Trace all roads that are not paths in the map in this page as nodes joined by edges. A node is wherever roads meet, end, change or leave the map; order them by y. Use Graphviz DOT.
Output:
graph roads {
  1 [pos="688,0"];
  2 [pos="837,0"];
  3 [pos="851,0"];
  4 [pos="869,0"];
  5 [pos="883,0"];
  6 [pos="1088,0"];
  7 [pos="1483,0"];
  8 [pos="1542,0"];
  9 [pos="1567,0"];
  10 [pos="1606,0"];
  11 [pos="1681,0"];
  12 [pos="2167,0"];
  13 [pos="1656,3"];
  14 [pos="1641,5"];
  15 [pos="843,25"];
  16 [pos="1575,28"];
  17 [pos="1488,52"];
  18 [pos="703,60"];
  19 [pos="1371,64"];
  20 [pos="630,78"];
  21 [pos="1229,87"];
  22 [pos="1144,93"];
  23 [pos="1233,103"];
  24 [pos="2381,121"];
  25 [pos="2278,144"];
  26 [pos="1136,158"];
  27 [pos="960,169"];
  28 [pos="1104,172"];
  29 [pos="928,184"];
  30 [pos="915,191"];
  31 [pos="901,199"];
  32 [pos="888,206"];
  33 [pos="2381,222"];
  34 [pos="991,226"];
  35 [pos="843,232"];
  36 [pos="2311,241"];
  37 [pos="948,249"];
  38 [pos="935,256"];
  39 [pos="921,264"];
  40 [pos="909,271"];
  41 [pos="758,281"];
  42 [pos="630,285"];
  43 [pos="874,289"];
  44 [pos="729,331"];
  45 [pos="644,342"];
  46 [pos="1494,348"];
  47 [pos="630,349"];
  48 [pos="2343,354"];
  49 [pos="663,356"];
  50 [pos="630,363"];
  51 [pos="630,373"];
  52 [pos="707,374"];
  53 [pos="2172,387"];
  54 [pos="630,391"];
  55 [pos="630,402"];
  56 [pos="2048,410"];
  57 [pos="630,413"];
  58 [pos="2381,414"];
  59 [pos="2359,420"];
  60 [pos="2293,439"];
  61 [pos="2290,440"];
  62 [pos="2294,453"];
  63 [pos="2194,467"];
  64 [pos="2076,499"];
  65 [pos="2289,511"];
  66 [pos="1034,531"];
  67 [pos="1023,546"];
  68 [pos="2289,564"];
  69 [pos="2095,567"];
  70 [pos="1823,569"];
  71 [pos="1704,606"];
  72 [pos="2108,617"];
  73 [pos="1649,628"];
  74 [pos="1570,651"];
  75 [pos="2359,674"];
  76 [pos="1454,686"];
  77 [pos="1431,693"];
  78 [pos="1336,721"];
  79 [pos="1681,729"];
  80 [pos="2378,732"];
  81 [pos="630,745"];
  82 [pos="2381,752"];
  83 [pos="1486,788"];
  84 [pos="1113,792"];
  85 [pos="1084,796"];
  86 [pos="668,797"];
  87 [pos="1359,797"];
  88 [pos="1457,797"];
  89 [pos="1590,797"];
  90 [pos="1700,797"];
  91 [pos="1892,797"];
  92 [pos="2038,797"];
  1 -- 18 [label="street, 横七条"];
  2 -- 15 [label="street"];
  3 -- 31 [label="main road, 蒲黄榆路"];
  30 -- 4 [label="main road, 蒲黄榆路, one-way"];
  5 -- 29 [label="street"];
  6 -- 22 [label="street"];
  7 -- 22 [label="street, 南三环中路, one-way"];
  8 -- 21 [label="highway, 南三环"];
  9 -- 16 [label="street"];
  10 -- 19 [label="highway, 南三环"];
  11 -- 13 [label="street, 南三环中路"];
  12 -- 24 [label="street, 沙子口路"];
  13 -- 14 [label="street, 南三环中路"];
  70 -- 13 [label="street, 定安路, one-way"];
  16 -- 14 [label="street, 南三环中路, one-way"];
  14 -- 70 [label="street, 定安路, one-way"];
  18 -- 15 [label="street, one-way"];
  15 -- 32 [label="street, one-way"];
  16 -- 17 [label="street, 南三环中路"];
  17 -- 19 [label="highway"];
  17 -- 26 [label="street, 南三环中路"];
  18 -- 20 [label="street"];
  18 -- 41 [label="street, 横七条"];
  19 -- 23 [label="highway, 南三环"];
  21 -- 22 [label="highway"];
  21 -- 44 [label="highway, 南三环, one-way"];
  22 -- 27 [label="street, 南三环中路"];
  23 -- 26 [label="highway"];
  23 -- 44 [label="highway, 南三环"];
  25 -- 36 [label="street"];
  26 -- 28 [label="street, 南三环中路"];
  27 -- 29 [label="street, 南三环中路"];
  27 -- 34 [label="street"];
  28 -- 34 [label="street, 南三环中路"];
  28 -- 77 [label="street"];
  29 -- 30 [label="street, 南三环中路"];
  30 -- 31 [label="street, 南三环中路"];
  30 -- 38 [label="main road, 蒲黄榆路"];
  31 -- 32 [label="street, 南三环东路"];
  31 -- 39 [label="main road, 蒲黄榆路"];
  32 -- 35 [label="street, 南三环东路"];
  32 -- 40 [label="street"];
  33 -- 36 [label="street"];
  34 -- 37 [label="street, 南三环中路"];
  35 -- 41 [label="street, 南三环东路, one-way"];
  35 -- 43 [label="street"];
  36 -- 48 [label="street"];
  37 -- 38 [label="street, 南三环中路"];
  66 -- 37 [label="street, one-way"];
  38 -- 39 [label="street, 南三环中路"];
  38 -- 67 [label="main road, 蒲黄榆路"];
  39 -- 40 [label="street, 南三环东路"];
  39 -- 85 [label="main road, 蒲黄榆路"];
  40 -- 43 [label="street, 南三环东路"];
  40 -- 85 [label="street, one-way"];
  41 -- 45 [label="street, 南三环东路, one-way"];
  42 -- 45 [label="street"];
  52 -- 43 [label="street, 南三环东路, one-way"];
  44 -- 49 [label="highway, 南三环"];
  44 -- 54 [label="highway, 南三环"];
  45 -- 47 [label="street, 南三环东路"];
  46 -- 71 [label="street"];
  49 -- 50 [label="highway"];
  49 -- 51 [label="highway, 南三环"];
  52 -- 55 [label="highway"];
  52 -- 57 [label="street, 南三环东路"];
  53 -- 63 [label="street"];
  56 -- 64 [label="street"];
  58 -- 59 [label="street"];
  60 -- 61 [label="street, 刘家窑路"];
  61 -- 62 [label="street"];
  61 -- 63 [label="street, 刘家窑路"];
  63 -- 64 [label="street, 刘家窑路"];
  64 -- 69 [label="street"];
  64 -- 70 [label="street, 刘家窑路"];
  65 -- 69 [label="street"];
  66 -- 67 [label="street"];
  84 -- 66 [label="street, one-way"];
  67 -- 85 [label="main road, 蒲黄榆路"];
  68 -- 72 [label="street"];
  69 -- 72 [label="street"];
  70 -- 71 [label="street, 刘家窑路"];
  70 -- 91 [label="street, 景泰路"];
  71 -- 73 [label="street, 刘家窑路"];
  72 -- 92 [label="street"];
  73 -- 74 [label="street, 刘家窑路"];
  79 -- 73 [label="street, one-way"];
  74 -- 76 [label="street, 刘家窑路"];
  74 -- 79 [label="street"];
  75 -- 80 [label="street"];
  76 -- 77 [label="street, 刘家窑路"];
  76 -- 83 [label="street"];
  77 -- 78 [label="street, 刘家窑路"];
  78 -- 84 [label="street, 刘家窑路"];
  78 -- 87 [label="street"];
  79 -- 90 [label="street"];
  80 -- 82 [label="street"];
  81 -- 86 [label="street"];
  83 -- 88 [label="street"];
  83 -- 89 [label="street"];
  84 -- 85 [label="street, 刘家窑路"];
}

* * * * *

• **Problem to work on**: Transcribe the material above in full, keeping every word.

• **Result of the exercise**:
Trace all roads that are not paths in the map in this page as nodes joined by edges. A node is wherever roads meet, end, change or leave the map; order them by y. Use Graphviz DOT.
Output:
graph roads {
  1 [pos="688,0"];
  2 [pos="837,0"];
  3 [pos="851,0"];
  4 [pos="869,0"];
  5 [pos="883,0"];
  6 [pos="1088,0"];
  7 [pos="1483,0"];
  8 [pos="1542,0"];
  9 [pos="1567,0"];
  10 [pos="1606,0"];
  11 [pos="1681,0"];
  12 [pos="2167,0"];
  13 [pos="1656,3"];
  14 [pos="1641,5"];
  15 [pos="843,25"];
  16 [pos="1575,28"];
  17 [pos="1488,52"];
  18 [pos="703,60"];
  19 [pos="1371,64"];
  20 [pos="630,78"];
  21 [pos="1229,87"];
  22 [pos="1144,93"];
  23 [pos="1233,103"];
  24 [pos="2381,121"];
  25 [pos="2278,144"];
  26 [pos="1136,158"];
  27 [pos="960,169"];
  28 [pos="1104,172"];
  29 [pos="928,184"];
  30 [pos="915,191"];
  31 [pos="901,199"];
  32 [pos="888,206"];
  33 [pos="2381,222"];
  34 [pos="991,226"];
  35 [pos="843,232"];
  36 [pos="2311,241"];
  37 [pos="948,249"];
  38 [pos="935,256"];
  39 [pos="921,264"];
  40 [pos="909,271"];
  41 [pos="758,281"];
  42 [pos="630,285"];
  43 [pos="874,289"];
  44 [pos="729,331"];
  45 [pos="644,342"];
  46 [pos="1494,348"];
  47 [pos="630,349"];
  48 [pos="2343,354"];
  49 [pos="663,356"];
  50 [pos="630,363"];
  51 [pos="630,373"];
  52 [pos="707,374"];
  53 [pos="2172,387"];
  54 [pos="630,391"];
  55 [pos="630,402"];
  56 [pos="2048,410"];
  57 [pos="630,413"];
  58 [pos="2381,414"];
  59 [pos="2359,420"];
  60 [pos="2293,439"];
  61 [pos="2290,440"];
  62 [pos="2294,453"];
  63 [pos="2194,467"];
  64 [pos="2076,499"];
  65 [pos="2289,511"];
  66 [pos="1034,531"];
  67 [pos="1023,546"];
  68 [pos="2289,564"];
  69 [pos="2095,567"];
  70 [pos="1823,569"];
  71 [pos="1704,606"];
  72 [pos="2108,617"];
  73 [pos="1649,628"];
  74 [pos="1570,651"];
  75 [pos="2359,674"];
  76 [pos="1454,686"];
  77 [pos="1431,693"];
  78 [pos="1336,721"];
  79 [pos="1681,729"];
  80 [pos="2378,732"];
  81 [pos="630,745"];
  82 [pos="2381,752"];
  83 [pos="1486,788"];
  84 [pos="1113,792"];
  85 [pos="1084,796"];
  86 [pos="668,797"];
  87 [pos="1359,797"];
  88 [pos="1457,797"];
  89 [pos="1590,797"];
  90 [pos="1700,797"];
  91 [pos="1892,797"];
  92 [pos="2038,797"];
  1 -- 18 [label="street, 横七条"];
  2 -- 15 [label="street"];
  3 -- 31 [label="main road, 蒲黄榆路"];
  30 -- 4 [label="main road, 蒲黄榆路, one-way"];
  5 -- 29 [label="street"];
  6 -- 22 [label="street"];
  7 -- 22 [label="street, 南三环中路, one-way"];
  8 -- 21 [label="highway, 南三环"];
  9 -- 16 [label="street"];
  10 -- 19 [label="highway, 南三环"];
  11 -- 13 [label="street, 南三环中路"];
  12 -- 24 [label="street, 沙子口路"];
  13 -- 14 [label="street, 南三环中路"];
  70 -- 13 [label="street, 定安路, one-way"];
  16 -- 14 [label="street, 南三环中路, one-way"];
  14 -- 70 [label="street, 定安路, one-way"];
  18 -- 15 [label="street, one-way"];
  15 -- 32 [label="street, one-way"];
  16 -- 17 [label="street, 南三环中路"];
  17 -- 19 [label="highway"];
  17 -- 26 [label="street, 南三环中路"];
  18 -- 20 [label="street"];
  18 -- 41 [label="street, 横七条"];
  19 -- 23 [label="highway, 南三环"];
  21 -- 22 [label="highway"];
  21 -- 44 [label="highway, 南三环, one-way"];
  22 -- 27 [label="street, 南三环中路"];
  23 -- 26 [label="highway"];
  23 -- 44 [label="highway, 南三环"];
  25 -- 36 [label="street"];
  26 -- 28 [label="street, 南三环中路"];
  27 -- 29 [label="street, 南三环中路"];
  27 -- 34 [label="street"];
  28 -- 34 [label="street, 南三环中路"];
  28 -- 77 [label="street"];
  29 -- 30 [label="street, 南三环中路"];
  30 -- 31 [label="street, 南三环中路"];
  30 -- 38 [label="main road, 蒲黄榆路"];
  31 -- 32 [label="street, 南三环东路"];
  31 -- 39 [label="main road, 蒲黄榆路"];
  32 -- 35 [label="street, 南三环东路"];
  32 -- 40 [label="street"];
  33 -- 36 [label="street"];
  34 -- 37 [label="street, 南三环中路"];
  35 -- 41 [label="street, 南三环东路, one-way"];
  35 -- 43 [label="street"];
  36 -- 48 [label="street"];
  37 -- 38 [label="street, 南三环中路"];
  66 -- 37 [label="street, one-way"];
  38 -- 39 [label="street, 南三环中路"];
  38 -- 67 [label="main road, 蒲黄榆路"];
  39 -- 40 [label="street, 南三环东路"];
  39 -- 85 [label="main road, 蒲黄榆路"];
  40 -- 43 [label="street, 南三环东路"];
  40 -- 85 [label="street, one-way"];
  41 -- 45 [label="street, 南三环东路, one-way"];
  42 -- 45 [label="street"];
  52 -- 43 [label="street, 南三环东路, one-way"];
  44 -- 49 [label="highway, 南三环"];
  44 -- 54 [label="highway, 南三环"];
  45 -- 47 [label="street, 南三环东路"];
  46 -- 71 [label="street"];
  49 -- 50 [label="highway"];
  49 -- 51 [label="highway, 南三环"];
  52 -- 55 [label="highway"];
  52 -- 57 [label="street, 南三环东路"];
  53 -- 63 [label="street"];
  56 -- 64 [label="street"];
  58 -- 59 [label="street"];
  60 -- 61 [label="street, 刘家窑路"];
  61 -- 62 [label="street"];
  61 -- 63 [label="street, 刘家窑路"];
  63 -- 64 [label="street, 刘家窑路"];
  64 -- 69 [label="street"];
  64 -- 70 [label="street, 刘家窑路"];
  65 -- 69 [label="street"];
  66 -- 67 [label="street"];
  84 -- 66 [label="street, one-way"];
  67 -- 85 [label="main road, 蒲黄榆路"];
  68 -- 72 [label="street"];
  69 -- 72 [label="street"];
  70 -- 71 [label="street, 刘家窑路"];
  70 -- 91 [label="street, 景泰路"];
  71 -- 73 [label="street, 刘家窑路"];
  72 -- 92 [label="street"];
  73 -- 74 [label="street, 刘家窑路"];
  79 -- 73 [label="street, one-way"];
  74 -- 76 [label="street, 刘家窑路"];
  74 -- 79 [label="street"];
  75 -- 80 [label="street"];
  76 -- 77 [label="street, 刘家窑路"];
  76 -- 83 [label="street"];
  77 -- 78 [label="street, 刘家窑路"];
  78 -- 84 [label="street, 刘家窑路"];
  78 -- 87 [label="street"];
  79 -- 90 [label="street"];
  80 -- 82 [label="street"];
  81 -- 86 [label="street"];
  83 -- 88 [label="street"];
  83 -- 89 [label="street"];
  84 -- 85 [label="street, 刘家窑路"];
}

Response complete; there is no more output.